Home » Resources » UKCLE newsletter » Previous issues of Directions » Directions 16 » The three most important characteristics of the English legal system: accidents of geography as much as history

The three most important characteristics of the English legal system: accidents of geography as much as history

This article from the Spring 2008 issue of Directions is a summary of a paper presented by Roger Burridge (University of Warwick) at the International Association of Law Schools conference in October 2007. Conference participants were asked to write a short paper on the most important characteristics of their country’s legal system – Roger’s choices for discussion were the common law inheritance, participation in the EU and the UK’s dependency on international trade.

Access the full version of Roger’s paper, plus over 70 further papers from contributors around the world on the legal system in their country, from the delegate papers section of the IALS conference website.


Contemplating the essence of one’s legal system is a daunting task. In the case of England it is particularly problematic. Perhaps more than for those from elsewhere, the initial hesitation is one of stance. What is ‘my country’? The question induces a mild crisis of identity afflicting all those in the United Kingdom or Great Britain or England. The UK as a unitary sovereign constitutional body is most evident in the composition of its parliament and most absent in football and rugby grounds during international competitions.

Common law inheritance

The single most distinctive characteristic of the English legal system is its common law heritage. Most of the features popularly associated with English law and its administration of justice are attributable to the early development within western Europe of the civil and common law traditions. As Goodman observes, “several characteristic consequences flow from the fact that law did not emanate from one centralised authority such as papacy, king or parliament”.

The peculiar development of the common law in England evolved it seems from a happenstance congruence of the adoption after the Norman conquest by successive monarchs of indigenous customs as the basis for the administration of justice. Dispute adjudication, particularly relating to land title, was a primary function for justice.

Judges were appointed by the king to travel the country and resolve arguments, assisted by a local jury incorporated by the Normans into workings of royal courts. The trial assumed a pivotal role in the resolution of disputes.

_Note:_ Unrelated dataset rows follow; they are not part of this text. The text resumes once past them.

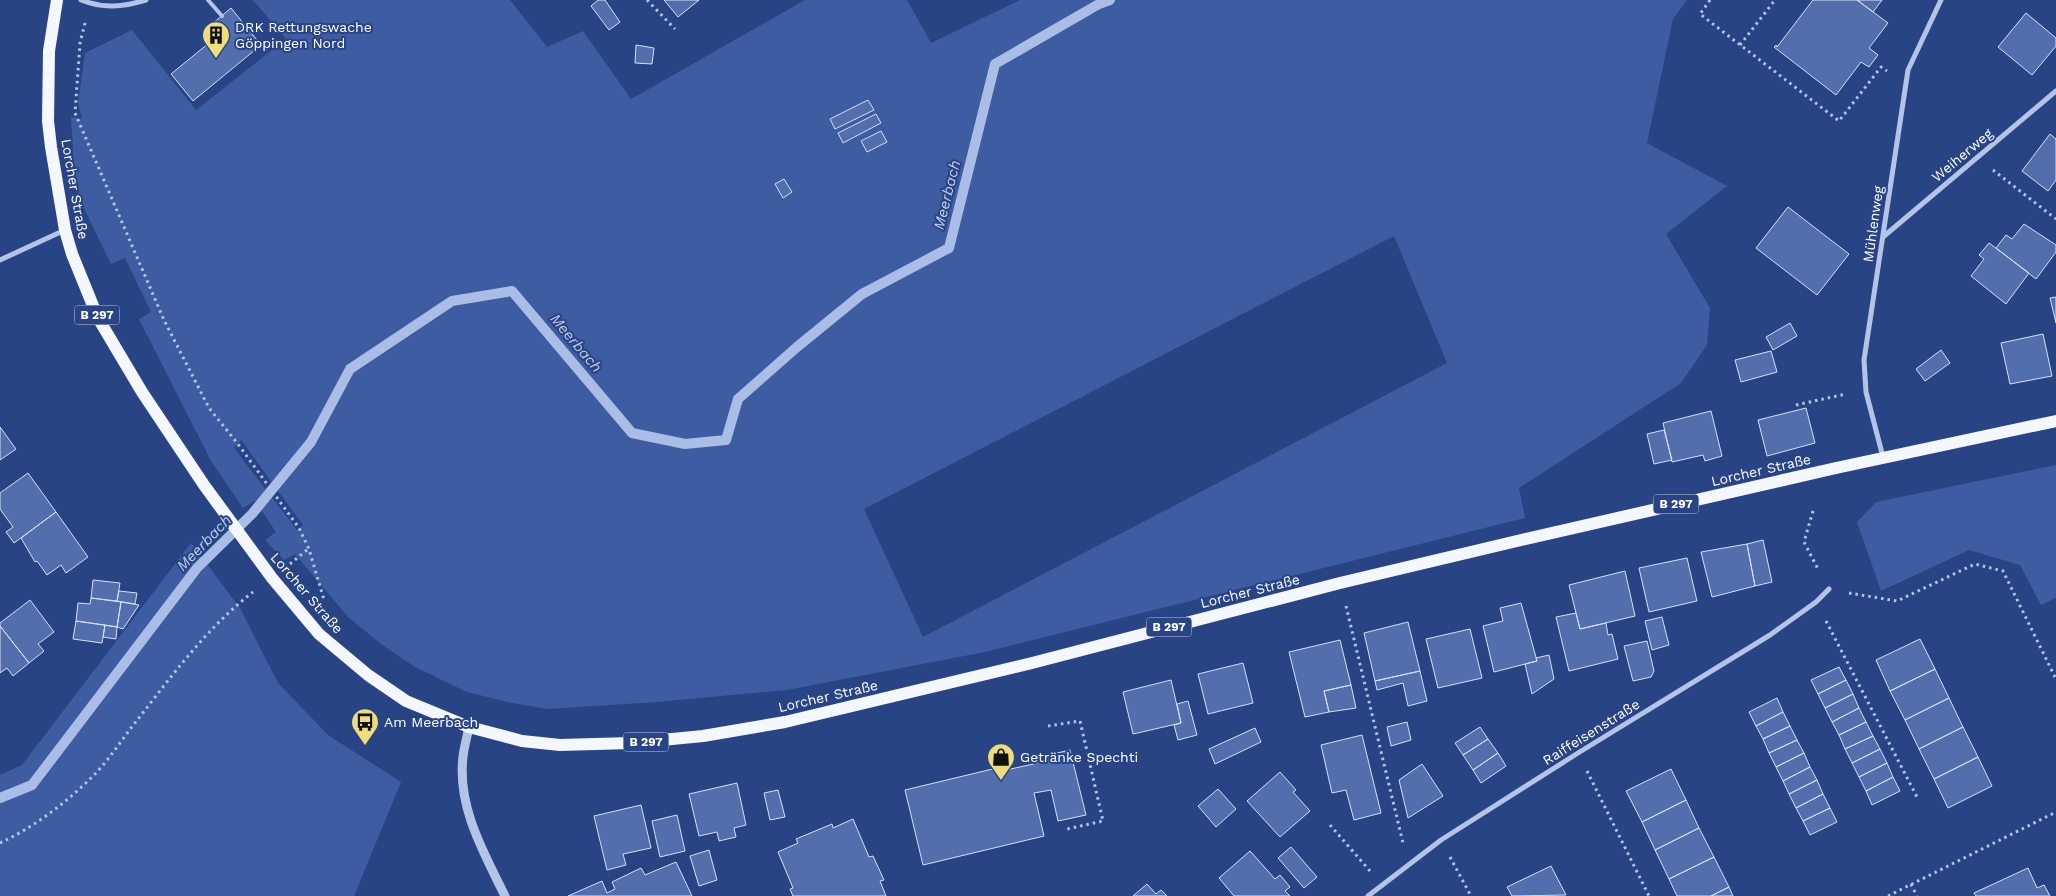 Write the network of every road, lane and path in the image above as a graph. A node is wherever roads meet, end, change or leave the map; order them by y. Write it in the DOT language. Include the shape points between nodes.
graph roads {
  1 [pos="57,0"];
  2 [pos="81,0"];
  3 [pos="146,0"];
  4 [pos="208,0"];
  5 [pos="647,0"];
  6 [pos="1710,0"];
  7 [pos="1775,0"];
  8 [pos="1941,0"];
  9 [pos="89,3"];
  10 [pos="222,16"];
  11 [pos="675,29"];
  12 [pos="1740,45"];
  13 [pos="1881,67"];
  14 [pos="2056,90"];
  15 [pos="1977,158"];
  16 [pos="2056,219"];
  17 [pos="65,230"];
  18 [pos="1884,237"];
  19 [pos="0,260"];
  20 [pos="1866,390"];
  21 [pos="1796,405"];
  22 [pos="2056,421"];
  23 [pos="1883,458"];
  24 [pos="1813,510"];
  25 [pos="309,549"];
  26 [pos="1340,583"];
  27 [pos="1829,589"];
  28 [pos="242,601"];
  29 [pos="1816,602"];
  30 [pos="2055,674"];
  31 [pos="2056,680"];
  32 [pos="469,726"];
  33 [pos="1048,726"];
  34 [pos="1578,753"];
  35 [pos="1917,797"];
  36 [pos="2056,812"];
  37 [pos="1330,825"];
  38 [pos="1067,829"];
  39 [pos="1441,840"];
  40 [pos="0,843"];
  41 [pos="1408,864"];
  42 [pos="1911,884"];
  43 [pos="1381,885"];
  44 [pos="504,896"];
  45 [pos="1368,896"];
  46 [pos="1471,896"];
  47 [pos="1649,896"];
  48 [pos="1888,896"];
  49 [pos="1916,896"];
  1 -- 17 [label="main road, Lorcher Straße / B 297" via="50,51 48,121"];
  2 -- 9 [label="street"];
  3 -- 9 [label="street" via="128,5 96,6"];
  4 -- 10 [label="lane"];
  5 -- 11 [label="path"];
  6 -- 12 [label="path" via="1700,14"];
  7 -- 12 [label="path"];
  8 -- 18 [label="street, Mühlenweg" via="1908,70"];
  9 -- 25 [label="path" via="80,43 75,113 164,320 209,408 300,528"];
  12 -- 13 [label="path" via="1839,121"];
  14 -- 15 [label="street, Weiherweg"];
  15 -- 16 [label="path"];
  15 -- 18 [label="street, Weiherweg"];
  17 -- 19 [label="street"];
  17 -- 32 [label="main road, Lorcher Straße / B 297" via="98,318 142,392 272,578 319,634 368,675 406,701"];
  18 -- 20 [label="street, Mühlenweg" via="1864,360"];
  20 -- 21 [label="path"];
  20 -- 23 [label="street, Mühlenweg"];
  22 -- 23 [label="main road, Lorcher Straße / B 297"];
  23 -- 26 [label="main road, Lorcher Straße / B 297"];
  24 -- 27 [label="path" via="1804,542"];
  26 -- 32 [label="main road, Lorcher Straße / B 297" via="994,672 785,722 703,736 631,743 560,744 522,741"];
  26 -- 41 [label="path"];
  27 -- 29 [label="street, Raiffeisenstraße"];
  27 -- 30 [label="path" via="1897,601 1974,564 2003,572"];
  28 -- 40 [label="path" via="171,678 94,776 60,806"];
  29 -- 34 [label="street, Raiffeisenstraße" via="1770,635"];
  29 -- 35 [label="path"];
  30 -- 31 [label="path"];
  32 -- 44 [label="street" via="462,758 463,790 476,835"];
  33 -- 38 [label="path" via="1080,721 1103,821"];
  34 -- 39 [label="street, Raiffeisenstraße"];
  34 -- 47 [label="path"];
  36 -- 42 [label="path"];
  37 -- 43 [label="path"];
  39 -- 41 [label="street, Raiffeisenstraße"];
  39 -- 46 [label="path"];
  41 -- 43 [label="street, Raiffeisenstraße"];
  42 -- 48 [label="path"];
  42 -- 49 [label="path"];
  43 -- 45 [label="street, Raiffeisenstraße"];
}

In the wake of the courts came growing significance of lawyers, and with the lawyers emerged a distinctive approach to legal education. Roman and canon law was taught at Oxford and Cambridge, but neither judges nor lawyers had need of either. An emerging non-clerical profession in the 13th century developed its own education in the Inns of Court. The universities in England limited themselves to Roman law.

Nowadays the universities have assumed the primary role for legal education. The UK has followed the rest of Europe in treating legal scholarship as a subject for intellectual and theoretical enquiry suitable for undergraduate study. In the UK law schools have traditionally concentrated on the substance and principles of its legal systems, focusing particularly on the decisions of its appellate courts and their reasoning. The nature of English scholarship was therefore peculiar to the common law.

Technical legal expertise is delivered in separate one year vocational programmes validated by the professions and taught universities or by private providers. Change is an ongoing process, however, and recent years have brought major innovations into the established order. One provider has merged the technical, vocational stage with the undergraduate stage. Private providers have been allowed to grant degrees. The professions are investigating further reforms and mechanisms for introducing more work-based learning and alternative pathways for obtaining legal training. European Union responsibilities for harmonising the processes and educational standards for legal practice are affecting higher education at undergraduate and particularly postgraduate level.

European partnership

The participation of the UK in the European Union signals its second dominant characteristic. The impact of membership has refocused its legal system, introducing a new level of legal authority, fresh laws, novel approaches to regulation and additional court systems. The implications are extensive and profound.

For the purposes of this article I shall concentrate on the implications for legal education. Entry into the EU has resulted in new courses for the undergraduate curriculum and revision to the subjects that the professions require students to take to qualify for entry. Wilson recognised the freedom that membership of the EU promised for legal scholarship:

Everyone takes for granted the fact that law and legal systems differ in different countries. But it is also true of legal scholarship. One reason for this is the different responsibilities legal scholars have in different countries for the maintenance and development of the local law…One result is that legal scholars in different countries may have different agendas and this may affect the subject matter, scope and even the form and style of the local legal scholarship.


Wilson, 1995

International dependency

It is a truism to remark that a national legal system is only comprehensible in the context of other systems. At the empirical level the English legal system has a specific international resonance. Most obviously this lurks in its imperialist interventions along with other European nations across the globe. The common law legacy of British rule is matched by civil law conquests.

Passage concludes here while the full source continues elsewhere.